At the time of writing, there are one optional and seven mandatory projects included in the nanodegree (See below).
- P0, Analyze Bay Area Bike Share Data (Optional intro to the data analysis workflow and Jupyter notebook)
- P1, Test a Perceptual Phenomenon (Statistical tests and drawing conclusions based on data)
- P2, Investigate a Dataset (Using numpy and pandas to answer questions with and about datasets)
- P3, Wrangle OpenStreetMap Data (Munge and clean up OpenStreetMap data for a part of the world you care about)
- P4, Explore and Summarize Data (Apply exploratory data analysis techniques on a selected dataset using R)
- P5, Identify Fraud from Enron Email (Use machine learning to identify possible fraud with emails and financial data)
- P6, Make effective Data Visualization (Create data visualizations according to current best practices with dimple.js or d3.js)
- P7, Design an A/B Test (Design and analyze an A/B test in order to find improvements to a website)

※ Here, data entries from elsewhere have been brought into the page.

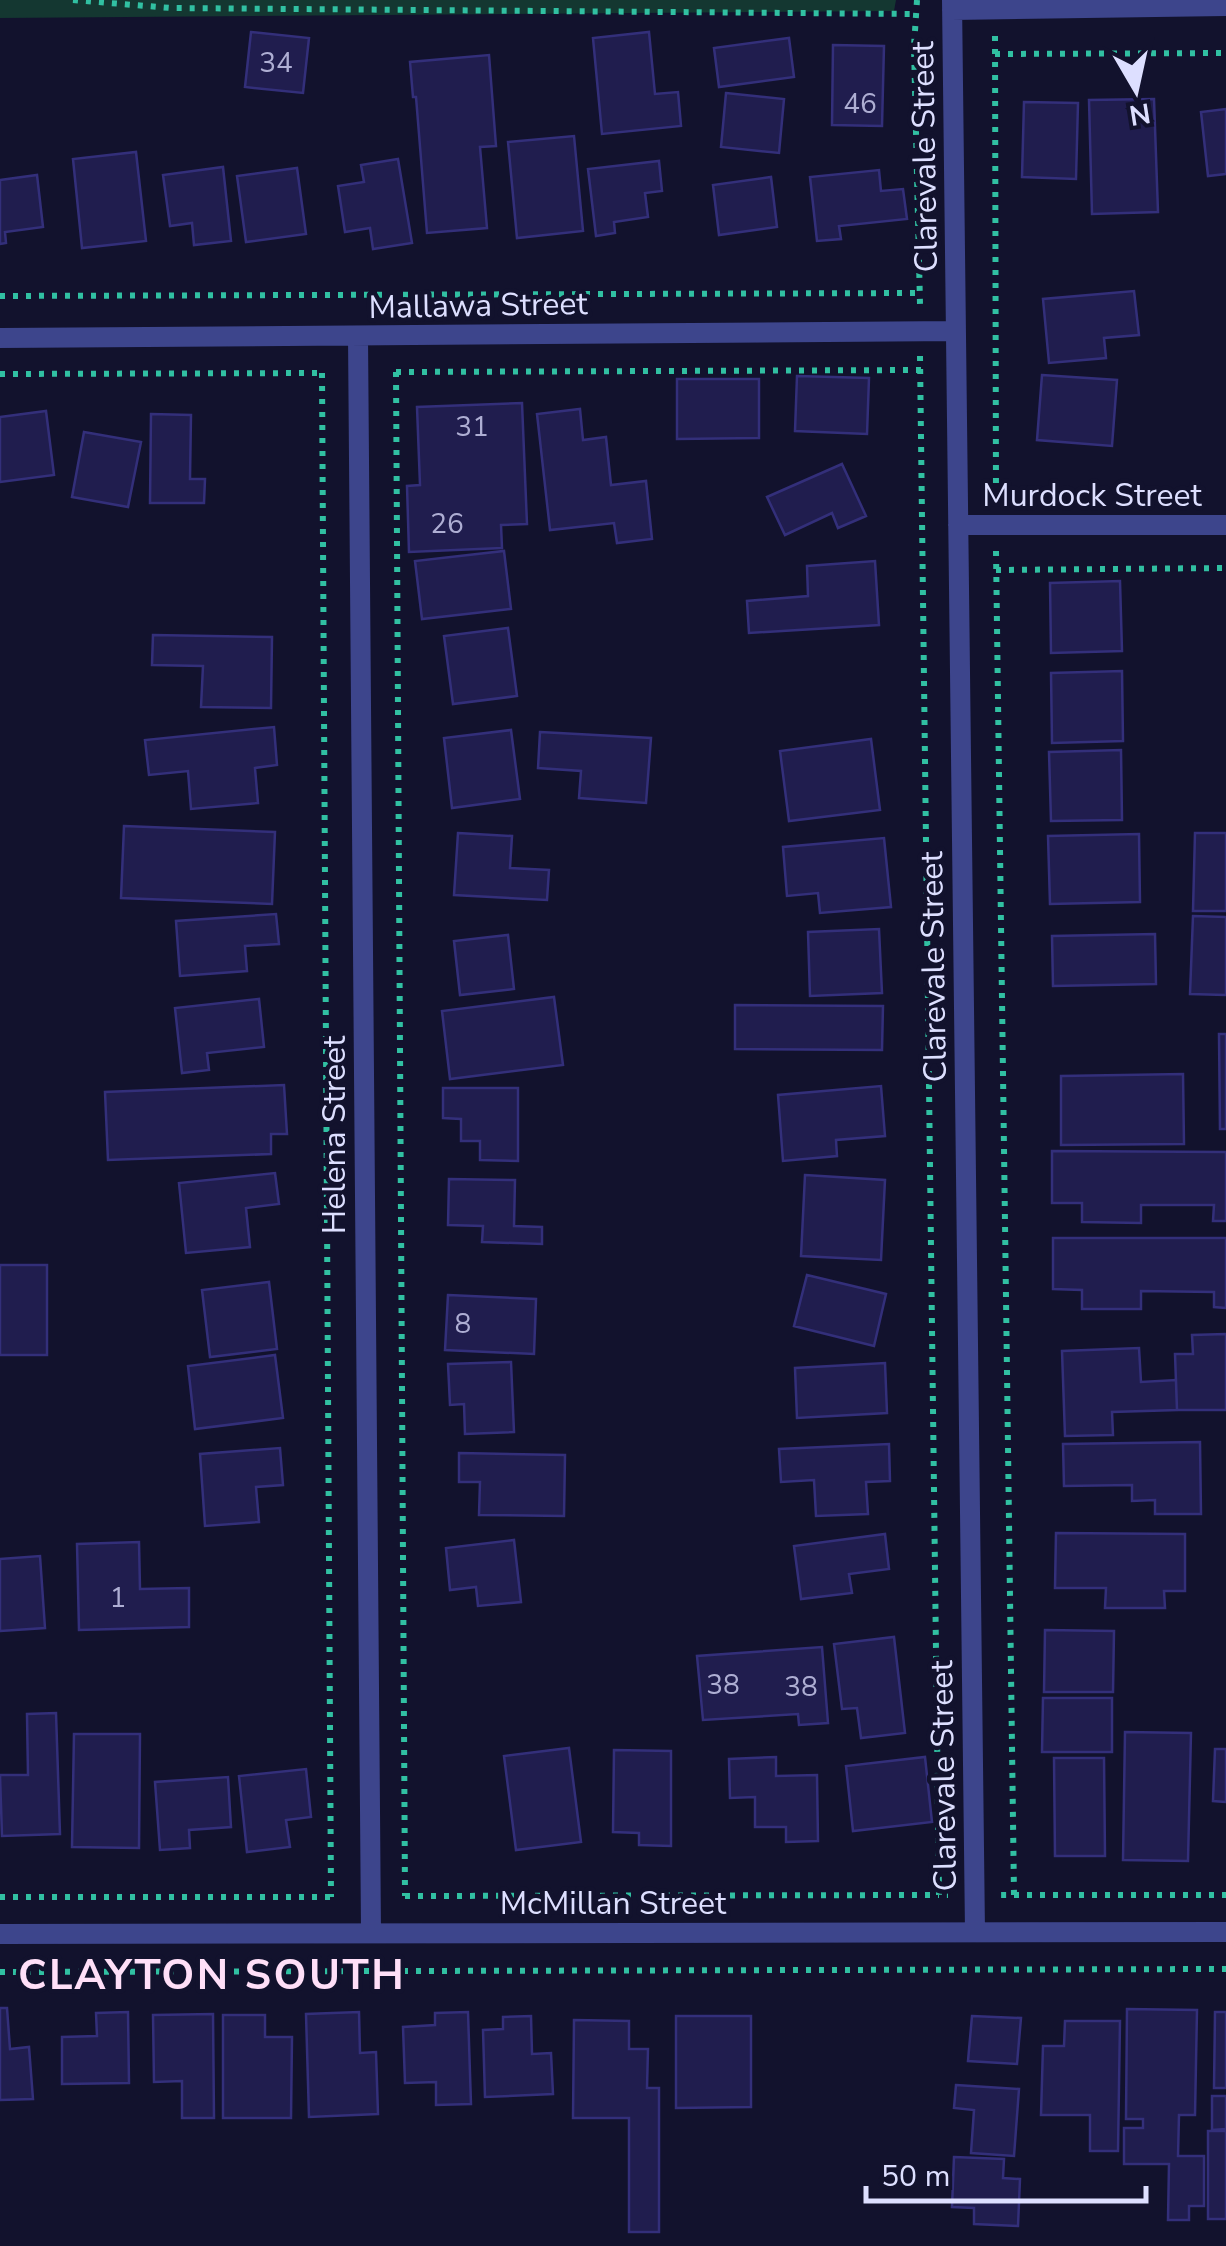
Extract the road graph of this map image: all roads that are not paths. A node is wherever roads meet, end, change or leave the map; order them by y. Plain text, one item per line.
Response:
1 (1226, 6) edge
2 (952, 8) edge
3 (956, 331) junction
4 (358, 336) junction
5 (0, 338) edge
6 (958, 525) junction
7 (1226, 525) edge
8 (974, 1932) junction
9 (1226, 1932) edge
10 (371, 1933) junction
11 (0, 1934) edge

1 - 2 street
2 - 3 street, Clarevale Street
3 - 4 street, Mallawa Street
3 - 6 street, Clarevale Street
4 - 5 street, Mallawa Street
4 - 10 street, Helena Street
6 - 7 street, Murdock Street
6 - 8 street, Clarevale Street
8 - 9 street, McMillan Street
8 - 10 street, McMillan Street
10 - 11 street, McMillan Street

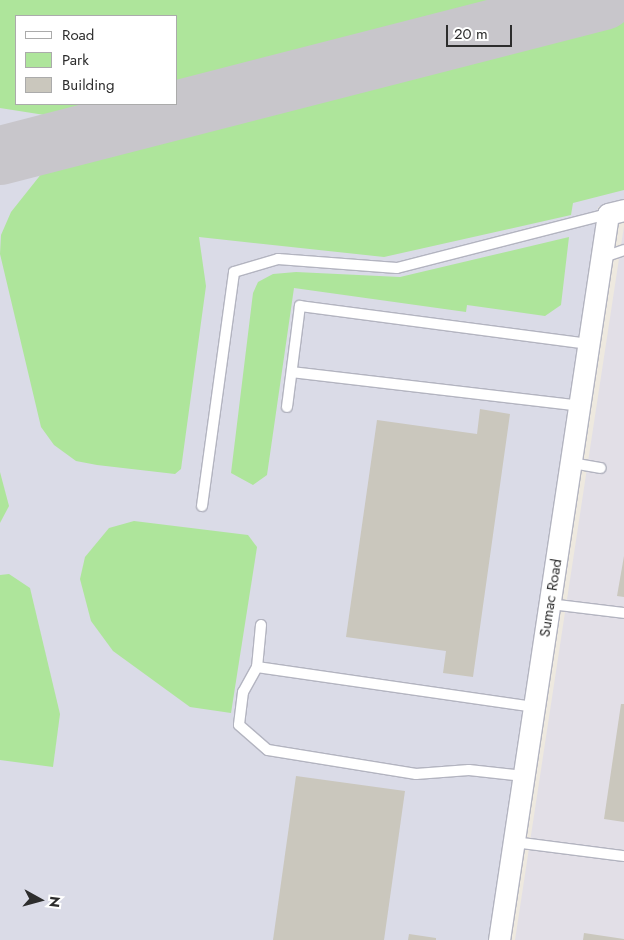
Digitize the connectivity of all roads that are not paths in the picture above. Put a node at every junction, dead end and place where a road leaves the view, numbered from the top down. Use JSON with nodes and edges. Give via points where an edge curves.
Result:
{"nodes":[{"id":1,"x":616,"y":212,"type":"edge"},
{"id":2,"x":624,"y":250,"type":"edge"},
{"id":3,"x":604,"y":257,"type":"junction"},
{"id":4,"x":590,"y":344,"type":"junction"},
{"id":5,"x":292,"y":372,"type":"junction"},
{"id":6,"x":581,"y":406,"type":"junction"},
{"id":7,"x":287,"y":407,"type":"dead end"},
{"id":8,"x":572,"y":464,"type":"junction"},
{"id":9,"x":601,"y":468,"type":"dead end"},
{"id":10,"x":202,"y":506,"type":"dead end"},
{"id":11,"x":550,"y":604,"type":"junction"},
{"id":12,"x":624,"y":613,"type":"edge"},
{"id":13,"x":261,"y":625,"type":"dead end"},
{"id":14,"x":257,"y":668,"type":"junction"},
{"id":15,"x":535,"y":707,"type":"junction"},
{"id":16,"x":524,"y":776,"type":"junction"},
{"id":17,"x":514,"y":842,"type":"junction"},
{"id":18,"x":624,"y":856,"type":"edge"},
{"id":19,"x":499,"y":940,"type":"edge"}],
"edges":[{"from":1,"to":3,"type":"street","name":"Sumac Road"},
{"from":1,"to":10,"type":"lane","via":[[397,268],[278,260],[234,272]]},
{"from":2,"to":3,"type":"lane"},
{"from":3,"to":4,"type":"street","name":"Sumac Road"},
{"from":4,"to":5,"type":"lane","via":[[300,306]]},
{"from":4,"to":6,"type":"street","name":"Sumac Road"},
{"from":5,"to":6,"type":"lane"},
{"from":5,"to":7,"type":"lane"},
{"from":6,"to":8,"type":"street","name":"Sumac Road"},
{"from":8,"to":9,"type":"lane"},
{"from":8,"to":11,"type":"street","name":"Sumac Road"},
{"from":11,"to":12,"type":"lane"},
{"from":11,"to":15,"type":"street","name":"Sumac Road"},
{"from":13,"to":14,"type":"lane"},
{"from":14,"to":15,"type":"lane"},
{"from":14,"to":16,"type":"lane","via":[[243,692],[239,725],[268,750],[416,774],[469,770]]},
{"from":15,"to":16,"type":"street","name":"Sumac Road"},
{"from":16,"to":17,"type":"street","name":"Sumac Road"},
{"from":17,"to":18,"type":"lane"},
{"from":17,"to":19,"type":"street","name":"Sumac Road"}]}
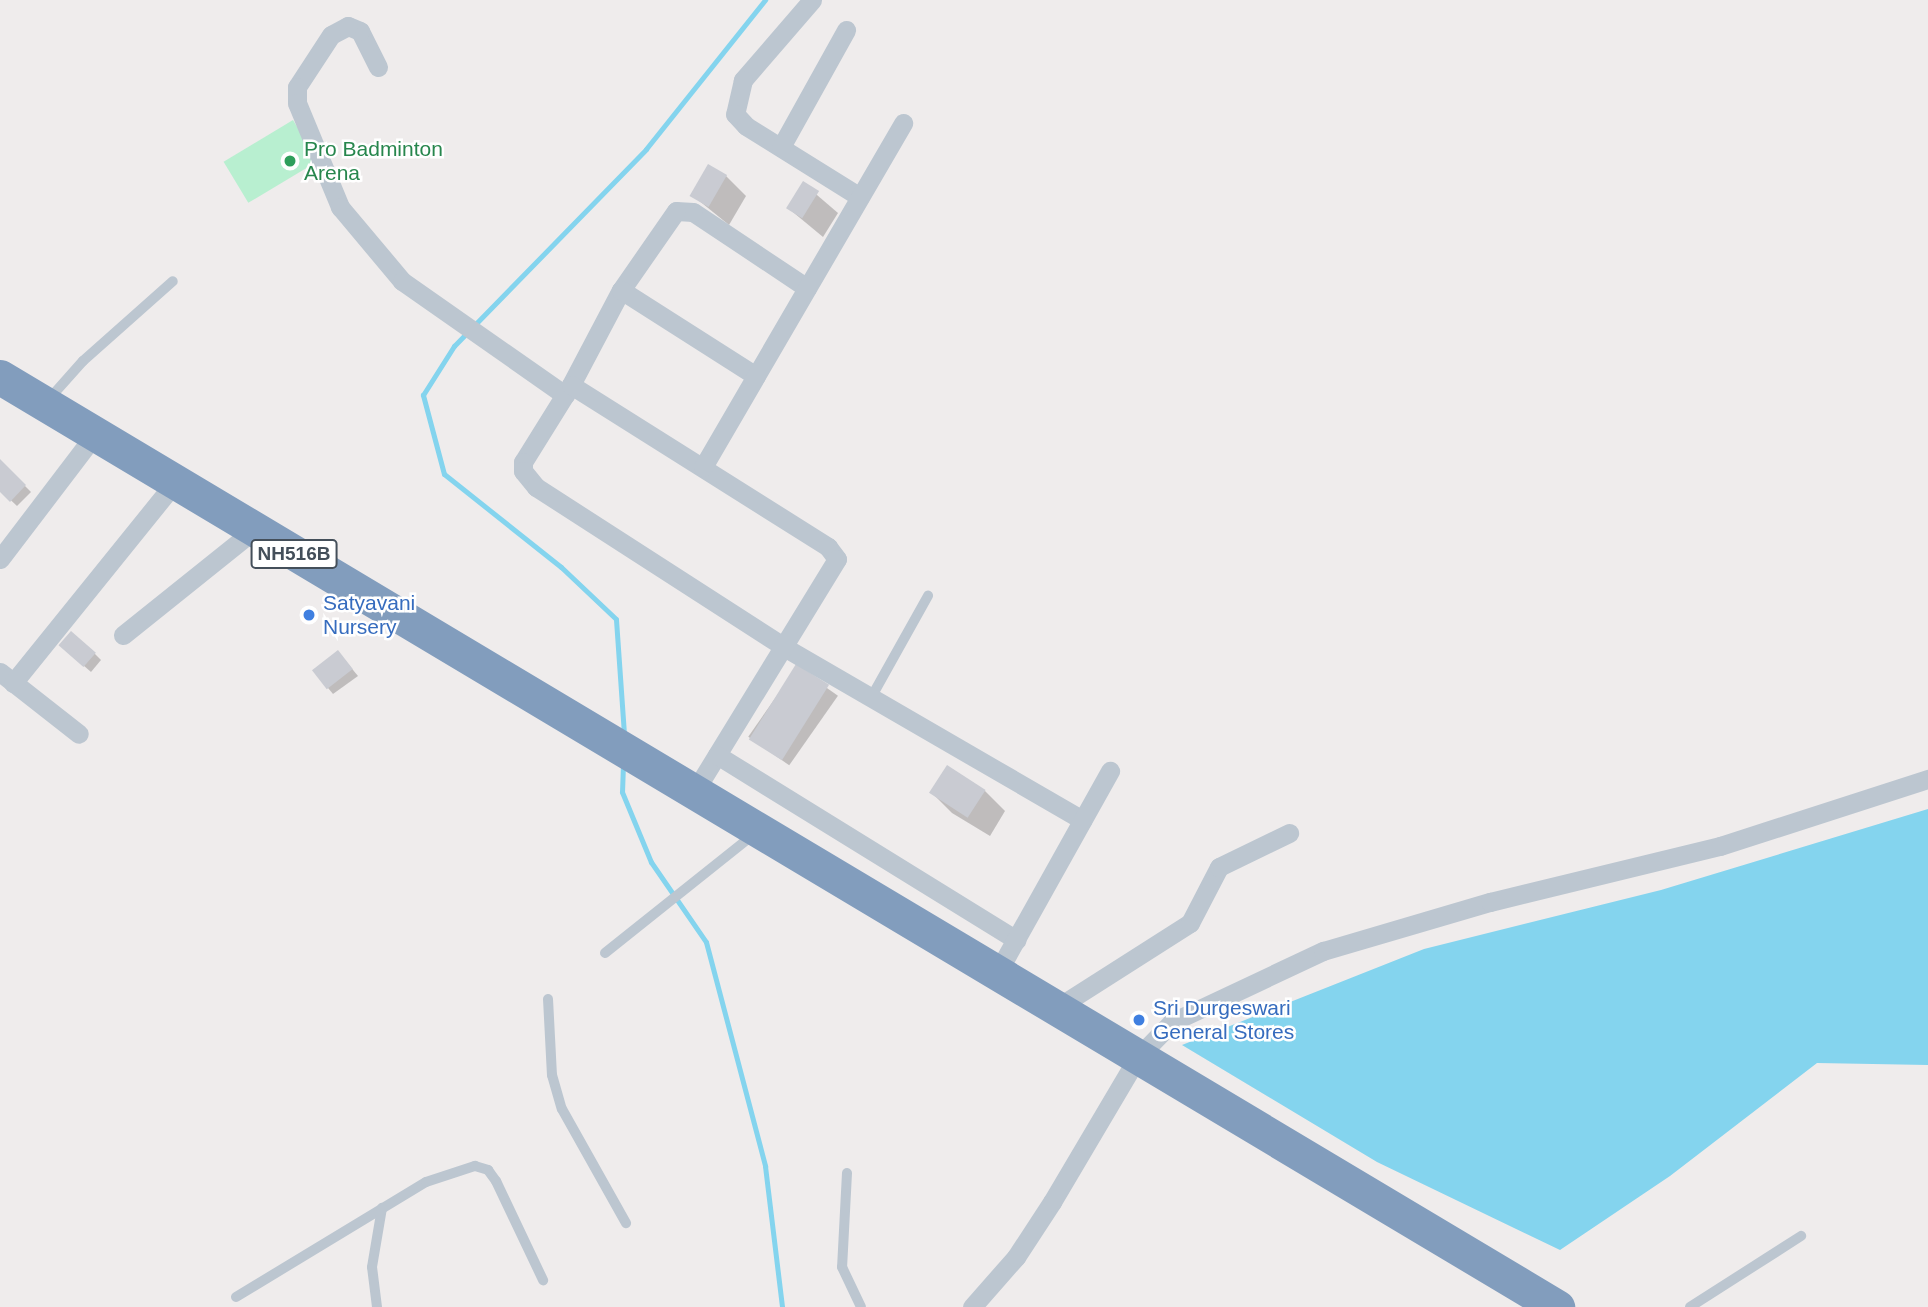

For anyone interested to know more about the contents all the course material and project descriptions are accessible free of charge. However, you will not be able to send in your project for evaluation without paying.
At the moment I have only finished the first introductory project to get a feeling for the whole submission process, but my experience so far has been good. Submitting my project in the evening the day before, I received feedback already during the next day and the feedback received really helped up my motivation.
The content is not much to talk about, which is to be expected from an introduction, but the next project looks promising. I will continue to update this blog with my results from each of the projects and anything else I might learn on the way that is worth sharing.